Jornadas de trabalho no Hospital de Dona Estefânia
A Unidade de Nefrologia do Hospital de Dona Estefânia realizou recentemente uma jornada de trabalho subordinada ao tema «Síndrome nefrótica – Dilemas».
Reflectir sobre a síndrome nefrótica idiopática na criança, incentivar o diálogo, partilhar os problemas e discutir experiências, numa tentativa de resolver os dilemas, foram alguns dos objectivos deste encontro que juntou vários profissionais dos hospitais de Dona Estefânia, Santa Maria, Curry Cabral, São Francisco Xavier, Santa Cruz, Fernando da Fonseca e Garcia de Orta.
A Dr.ª Salomé Vieira Santos esteve também presente com o intuito de apresentar as conclusões de um estudo que analisa aspectos do impacto da síndrome nefrótica na criança e na família.
O que é a síndrome nefrótica?
A síndrome nefrótica «é uma doença rara na criança, que se caracteriza por uma perda de proteínas na urina, perda essa que, na prática, vai traduzir-se no aumento de líquidos na criança», explica a Dr.ª Margarida Faleiro, pediatra e responsável pela Consulta de Nefrologia Pediátrica no Hospital de Fernando da Fonseca.
De acordo com aquela especialista, a síndrome nefrótica aparece aos 2, 3 ou 4 anos, «não se sabendo ainda a causa do seu aparecimento, embora possa estar associada a outras doenças na criança».
Quando aparece pela primeira vez, salienta Margarida Faleiro, «o próprio médico, menos familiarizado com a doença, pode ter dificuldade em diagnosticá-la porque pensa que o aumento de peso na criança se deve à gordura e não à acumulação de líquidos em todos os tecidos corporais».

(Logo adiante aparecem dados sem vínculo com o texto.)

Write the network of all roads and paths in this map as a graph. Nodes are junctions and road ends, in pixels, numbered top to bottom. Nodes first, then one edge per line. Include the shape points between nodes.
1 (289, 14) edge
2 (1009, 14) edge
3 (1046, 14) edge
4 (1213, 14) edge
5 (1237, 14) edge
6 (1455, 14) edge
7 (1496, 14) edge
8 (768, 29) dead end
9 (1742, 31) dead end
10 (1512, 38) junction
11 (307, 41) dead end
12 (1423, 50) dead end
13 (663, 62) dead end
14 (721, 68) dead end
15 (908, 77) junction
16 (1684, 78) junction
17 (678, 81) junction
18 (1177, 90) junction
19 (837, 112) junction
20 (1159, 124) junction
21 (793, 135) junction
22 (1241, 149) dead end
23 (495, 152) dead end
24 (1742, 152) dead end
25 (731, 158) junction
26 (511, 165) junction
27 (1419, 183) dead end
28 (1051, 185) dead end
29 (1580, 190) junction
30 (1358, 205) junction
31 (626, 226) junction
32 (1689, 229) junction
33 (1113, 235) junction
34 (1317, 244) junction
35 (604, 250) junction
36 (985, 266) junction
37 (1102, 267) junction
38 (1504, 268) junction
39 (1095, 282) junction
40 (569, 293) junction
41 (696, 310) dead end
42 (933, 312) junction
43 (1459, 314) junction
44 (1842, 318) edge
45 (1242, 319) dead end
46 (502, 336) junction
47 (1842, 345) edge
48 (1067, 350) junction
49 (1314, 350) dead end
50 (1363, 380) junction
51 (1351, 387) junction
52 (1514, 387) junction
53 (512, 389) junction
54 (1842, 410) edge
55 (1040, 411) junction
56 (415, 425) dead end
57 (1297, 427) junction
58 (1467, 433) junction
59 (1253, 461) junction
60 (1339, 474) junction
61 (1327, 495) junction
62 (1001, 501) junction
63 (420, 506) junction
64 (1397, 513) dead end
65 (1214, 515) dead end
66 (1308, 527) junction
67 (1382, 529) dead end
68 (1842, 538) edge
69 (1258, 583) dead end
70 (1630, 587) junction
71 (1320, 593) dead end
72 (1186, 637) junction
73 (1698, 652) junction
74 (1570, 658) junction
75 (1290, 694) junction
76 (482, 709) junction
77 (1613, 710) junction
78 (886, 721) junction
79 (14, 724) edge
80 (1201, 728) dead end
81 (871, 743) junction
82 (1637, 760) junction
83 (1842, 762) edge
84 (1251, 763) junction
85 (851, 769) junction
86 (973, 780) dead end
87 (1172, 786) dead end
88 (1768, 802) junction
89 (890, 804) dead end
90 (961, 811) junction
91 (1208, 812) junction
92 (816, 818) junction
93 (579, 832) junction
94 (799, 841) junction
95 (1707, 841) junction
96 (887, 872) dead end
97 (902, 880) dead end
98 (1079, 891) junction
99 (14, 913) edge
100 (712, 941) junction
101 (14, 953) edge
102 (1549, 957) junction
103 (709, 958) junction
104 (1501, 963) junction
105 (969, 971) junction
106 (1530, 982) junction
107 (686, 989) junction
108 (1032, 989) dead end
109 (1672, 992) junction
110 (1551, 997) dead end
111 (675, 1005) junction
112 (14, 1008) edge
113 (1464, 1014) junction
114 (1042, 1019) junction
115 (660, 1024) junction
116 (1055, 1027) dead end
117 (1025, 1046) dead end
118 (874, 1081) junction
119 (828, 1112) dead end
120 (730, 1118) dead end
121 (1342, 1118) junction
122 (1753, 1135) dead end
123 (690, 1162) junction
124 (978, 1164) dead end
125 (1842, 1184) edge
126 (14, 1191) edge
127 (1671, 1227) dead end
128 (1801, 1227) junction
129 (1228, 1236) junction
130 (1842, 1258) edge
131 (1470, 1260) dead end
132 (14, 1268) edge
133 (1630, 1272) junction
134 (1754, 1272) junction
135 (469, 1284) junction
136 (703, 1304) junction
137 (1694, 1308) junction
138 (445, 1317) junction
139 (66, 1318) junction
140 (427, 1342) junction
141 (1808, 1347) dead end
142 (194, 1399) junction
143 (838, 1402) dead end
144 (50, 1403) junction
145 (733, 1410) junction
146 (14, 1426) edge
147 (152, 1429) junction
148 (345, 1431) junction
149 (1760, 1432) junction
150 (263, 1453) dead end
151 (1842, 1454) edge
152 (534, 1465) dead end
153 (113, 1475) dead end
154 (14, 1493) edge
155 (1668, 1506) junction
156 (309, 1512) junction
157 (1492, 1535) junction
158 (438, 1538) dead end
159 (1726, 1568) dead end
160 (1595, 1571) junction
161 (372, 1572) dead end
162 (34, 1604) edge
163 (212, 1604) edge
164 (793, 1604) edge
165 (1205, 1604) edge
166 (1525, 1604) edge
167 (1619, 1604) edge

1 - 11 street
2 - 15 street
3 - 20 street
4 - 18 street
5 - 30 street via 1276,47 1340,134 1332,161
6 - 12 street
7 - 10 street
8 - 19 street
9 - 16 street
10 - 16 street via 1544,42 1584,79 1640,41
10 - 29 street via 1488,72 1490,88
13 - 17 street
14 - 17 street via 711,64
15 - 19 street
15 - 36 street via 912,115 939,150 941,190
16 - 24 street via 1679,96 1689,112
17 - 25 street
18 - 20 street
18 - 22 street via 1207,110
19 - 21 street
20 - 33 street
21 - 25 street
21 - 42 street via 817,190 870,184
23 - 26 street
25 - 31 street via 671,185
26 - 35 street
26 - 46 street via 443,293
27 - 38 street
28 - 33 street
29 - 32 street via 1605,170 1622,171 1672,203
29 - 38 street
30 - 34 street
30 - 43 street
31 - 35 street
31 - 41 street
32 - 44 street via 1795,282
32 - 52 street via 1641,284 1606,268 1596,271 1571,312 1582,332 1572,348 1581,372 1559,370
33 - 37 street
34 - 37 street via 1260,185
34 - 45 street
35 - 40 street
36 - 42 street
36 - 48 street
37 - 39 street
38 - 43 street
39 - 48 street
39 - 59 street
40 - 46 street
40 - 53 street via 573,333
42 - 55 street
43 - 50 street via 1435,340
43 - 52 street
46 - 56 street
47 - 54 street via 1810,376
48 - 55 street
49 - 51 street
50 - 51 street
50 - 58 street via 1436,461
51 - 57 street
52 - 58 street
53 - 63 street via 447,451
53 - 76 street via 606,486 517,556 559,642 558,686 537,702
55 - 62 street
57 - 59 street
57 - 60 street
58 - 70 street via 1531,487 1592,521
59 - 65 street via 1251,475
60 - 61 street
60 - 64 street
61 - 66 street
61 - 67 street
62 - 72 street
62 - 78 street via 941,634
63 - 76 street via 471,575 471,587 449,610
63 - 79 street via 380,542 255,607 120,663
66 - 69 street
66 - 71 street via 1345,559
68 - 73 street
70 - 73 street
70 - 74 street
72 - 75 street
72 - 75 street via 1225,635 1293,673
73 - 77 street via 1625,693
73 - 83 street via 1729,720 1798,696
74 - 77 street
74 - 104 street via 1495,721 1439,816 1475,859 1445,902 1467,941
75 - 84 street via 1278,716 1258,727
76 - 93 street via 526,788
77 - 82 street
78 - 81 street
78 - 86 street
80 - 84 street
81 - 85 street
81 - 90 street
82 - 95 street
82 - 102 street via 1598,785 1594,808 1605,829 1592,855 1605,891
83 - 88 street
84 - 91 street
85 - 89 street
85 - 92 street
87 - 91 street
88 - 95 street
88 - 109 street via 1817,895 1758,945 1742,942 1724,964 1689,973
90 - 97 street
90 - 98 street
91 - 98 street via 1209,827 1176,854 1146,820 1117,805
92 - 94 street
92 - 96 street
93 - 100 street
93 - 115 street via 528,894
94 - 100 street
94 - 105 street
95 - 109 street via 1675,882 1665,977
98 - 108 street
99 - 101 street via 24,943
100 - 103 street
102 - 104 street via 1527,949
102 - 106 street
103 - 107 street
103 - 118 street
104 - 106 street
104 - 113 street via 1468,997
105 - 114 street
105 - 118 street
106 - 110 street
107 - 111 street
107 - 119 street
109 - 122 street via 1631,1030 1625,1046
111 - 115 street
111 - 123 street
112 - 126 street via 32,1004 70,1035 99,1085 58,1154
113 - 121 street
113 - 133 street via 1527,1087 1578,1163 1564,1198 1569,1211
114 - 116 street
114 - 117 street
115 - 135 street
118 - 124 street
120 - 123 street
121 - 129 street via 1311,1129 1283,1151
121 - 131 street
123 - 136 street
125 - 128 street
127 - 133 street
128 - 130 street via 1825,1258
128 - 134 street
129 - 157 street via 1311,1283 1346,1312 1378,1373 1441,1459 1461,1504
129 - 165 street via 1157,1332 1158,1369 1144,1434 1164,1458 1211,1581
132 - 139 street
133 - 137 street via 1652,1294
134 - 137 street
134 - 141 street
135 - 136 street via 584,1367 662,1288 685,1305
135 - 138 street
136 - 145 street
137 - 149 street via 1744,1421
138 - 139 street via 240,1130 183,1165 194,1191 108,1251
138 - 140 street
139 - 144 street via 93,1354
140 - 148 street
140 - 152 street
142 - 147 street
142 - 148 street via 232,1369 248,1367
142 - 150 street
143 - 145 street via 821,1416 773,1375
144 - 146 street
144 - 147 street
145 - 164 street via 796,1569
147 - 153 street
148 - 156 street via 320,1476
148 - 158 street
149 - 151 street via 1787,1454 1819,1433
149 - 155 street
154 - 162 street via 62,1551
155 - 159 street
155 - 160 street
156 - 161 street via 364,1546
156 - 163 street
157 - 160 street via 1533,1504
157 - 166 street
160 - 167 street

Com o passar do tempo, «o inchaço começa a ser exagerado, a criança acorda com os olhos e os tornozelos inchados, começa a ficar mais cansada e menos activa e, às vezes, também é notada alguma diminuição da quantidade de urina».
Nessa altura, «o médico já consegue diagnosticar a doença», afiança Margarida Faleiro.
Em relação ao tratamento, explica a pediatra, «normalmente é prolongado, mas a criança evolui bem, podendo, no entanto, ter novos episódios ao longo da infância». Contudo, garante a especialista, a doença «na sua forma mais benigna e mais frequente desaparece na adolescência ou na idade adulta».
No que diz respeito aos números, e tendo em conta que esta é uma doença rara na criança, «aparecem, por ano, dois a sete casos novos em cada 100 mil crianças», afiança Margarida Faleiro.
Na Amadora, exemplifica a especialista, «temos 1, 2, 3 casos novos todos os anos, numa população de 150 mil crianças».